→ **Directions**
Within these entries, which lines include the string "then"? Copy each one.

→ **Data provided**
+-------+

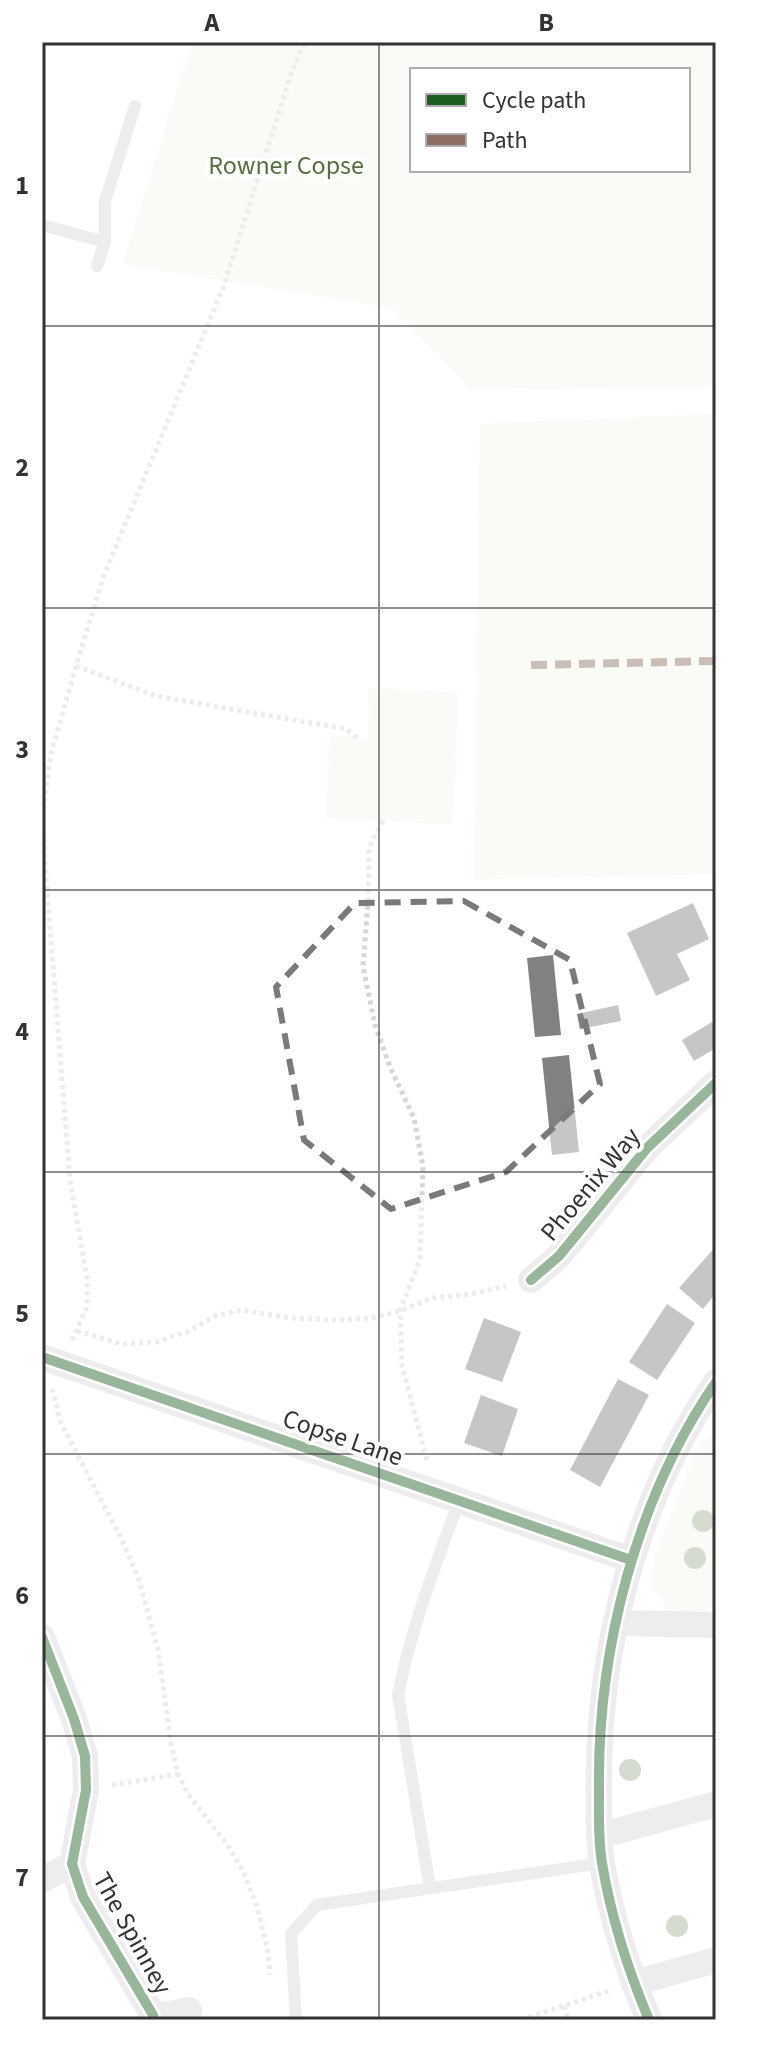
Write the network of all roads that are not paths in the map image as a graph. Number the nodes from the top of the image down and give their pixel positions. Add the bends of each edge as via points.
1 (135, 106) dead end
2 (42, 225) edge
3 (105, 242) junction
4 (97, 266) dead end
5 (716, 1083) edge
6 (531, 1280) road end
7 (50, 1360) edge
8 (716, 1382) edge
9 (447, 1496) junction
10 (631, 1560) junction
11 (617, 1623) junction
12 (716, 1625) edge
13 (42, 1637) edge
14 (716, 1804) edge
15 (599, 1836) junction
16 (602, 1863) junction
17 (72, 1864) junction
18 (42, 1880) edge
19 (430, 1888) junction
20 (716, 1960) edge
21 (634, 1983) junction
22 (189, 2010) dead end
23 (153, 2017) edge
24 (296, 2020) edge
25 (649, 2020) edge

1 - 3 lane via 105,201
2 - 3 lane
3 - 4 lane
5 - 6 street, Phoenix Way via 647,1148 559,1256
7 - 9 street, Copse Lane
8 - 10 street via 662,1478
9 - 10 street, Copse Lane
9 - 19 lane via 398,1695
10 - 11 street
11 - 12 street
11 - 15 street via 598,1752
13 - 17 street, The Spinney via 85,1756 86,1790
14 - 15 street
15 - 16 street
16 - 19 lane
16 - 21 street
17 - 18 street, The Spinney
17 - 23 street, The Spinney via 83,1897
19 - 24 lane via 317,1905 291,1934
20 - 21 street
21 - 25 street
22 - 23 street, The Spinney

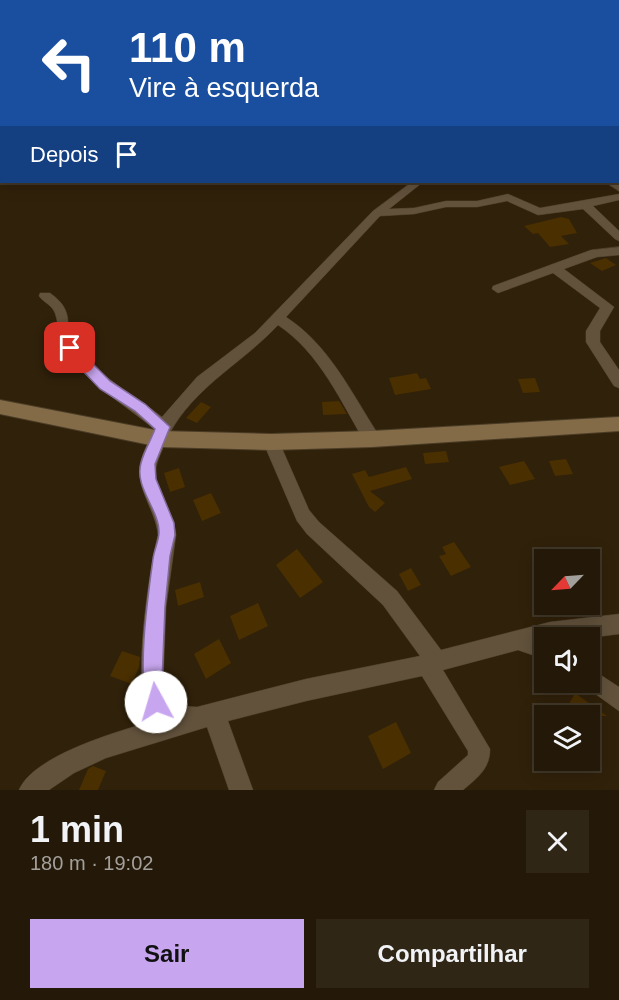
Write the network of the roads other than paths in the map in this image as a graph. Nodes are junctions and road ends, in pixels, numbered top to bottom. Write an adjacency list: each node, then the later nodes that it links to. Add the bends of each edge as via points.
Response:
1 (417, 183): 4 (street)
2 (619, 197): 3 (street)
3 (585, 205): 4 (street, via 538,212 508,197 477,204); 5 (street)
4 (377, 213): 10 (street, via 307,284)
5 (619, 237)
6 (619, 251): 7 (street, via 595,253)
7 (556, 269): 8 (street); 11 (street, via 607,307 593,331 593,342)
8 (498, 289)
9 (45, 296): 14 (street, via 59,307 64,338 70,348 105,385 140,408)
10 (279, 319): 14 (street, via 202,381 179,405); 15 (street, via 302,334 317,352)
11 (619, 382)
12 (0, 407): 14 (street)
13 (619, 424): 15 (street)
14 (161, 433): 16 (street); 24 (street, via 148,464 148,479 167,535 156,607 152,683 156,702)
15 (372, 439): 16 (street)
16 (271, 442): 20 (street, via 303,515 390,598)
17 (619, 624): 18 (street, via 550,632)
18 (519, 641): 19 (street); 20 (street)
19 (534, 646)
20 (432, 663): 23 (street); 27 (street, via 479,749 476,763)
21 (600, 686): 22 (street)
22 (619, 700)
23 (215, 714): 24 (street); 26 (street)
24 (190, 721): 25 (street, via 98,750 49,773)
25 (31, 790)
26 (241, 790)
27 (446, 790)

+-------+

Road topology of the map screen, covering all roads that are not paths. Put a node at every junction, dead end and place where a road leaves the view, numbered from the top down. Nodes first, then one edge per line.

+-------+

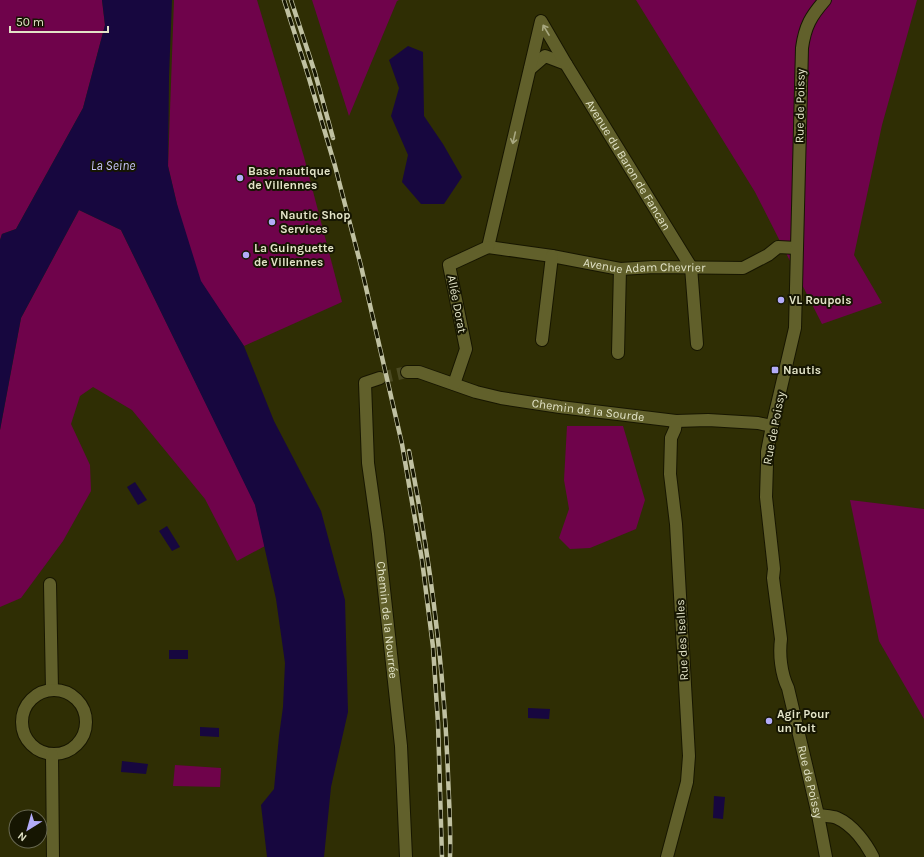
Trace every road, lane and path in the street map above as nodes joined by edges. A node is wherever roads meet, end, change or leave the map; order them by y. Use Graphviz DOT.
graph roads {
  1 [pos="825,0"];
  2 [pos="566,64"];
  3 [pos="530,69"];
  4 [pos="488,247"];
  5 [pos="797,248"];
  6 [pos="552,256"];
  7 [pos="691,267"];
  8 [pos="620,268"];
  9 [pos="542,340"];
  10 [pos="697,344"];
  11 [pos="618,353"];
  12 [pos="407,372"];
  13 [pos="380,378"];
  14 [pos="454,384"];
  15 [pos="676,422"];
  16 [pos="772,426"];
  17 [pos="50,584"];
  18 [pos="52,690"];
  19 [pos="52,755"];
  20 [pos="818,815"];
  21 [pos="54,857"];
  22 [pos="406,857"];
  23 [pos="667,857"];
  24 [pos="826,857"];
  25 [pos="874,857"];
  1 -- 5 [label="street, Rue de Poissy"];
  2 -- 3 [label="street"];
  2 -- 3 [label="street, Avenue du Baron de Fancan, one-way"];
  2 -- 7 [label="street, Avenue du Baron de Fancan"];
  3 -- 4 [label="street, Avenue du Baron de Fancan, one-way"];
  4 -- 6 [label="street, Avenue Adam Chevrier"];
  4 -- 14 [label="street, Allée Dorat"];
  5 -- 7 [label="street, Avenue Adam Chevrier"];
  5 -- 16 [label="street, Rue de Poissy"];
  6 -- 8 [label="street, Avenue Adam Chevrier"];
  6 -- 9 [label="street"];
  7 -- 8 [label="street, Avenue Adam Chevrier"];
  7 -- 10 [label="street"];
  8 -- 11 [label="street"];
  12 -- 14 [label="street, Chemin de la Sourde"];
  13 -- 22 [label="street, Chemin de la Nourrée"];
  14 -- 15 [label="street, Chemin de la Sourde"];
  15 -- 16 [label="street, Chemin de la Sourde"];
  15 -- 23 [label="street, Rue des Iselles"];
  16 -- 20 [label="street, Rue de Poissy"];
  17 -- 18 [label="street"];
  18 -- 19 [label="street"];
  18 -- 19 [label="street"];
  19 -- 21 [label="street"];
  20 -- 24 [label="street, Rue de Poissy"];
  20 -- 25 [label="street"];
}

+-------+

→ **Response box**
Write the network of the roads other than paths in the map in this image as a graph. Nodes are junctions and road ends, in pixels, numbered top to bottom. Write an adjacency list: each node, then the later nodes that it links to. Add the bends of each edge as via points.
Road topology of the map screen, covering all roads that are not paths. Put a node at every junction, dead end and place where a road leaves the view, numbered from the top down. Nodes first, then one edge per line.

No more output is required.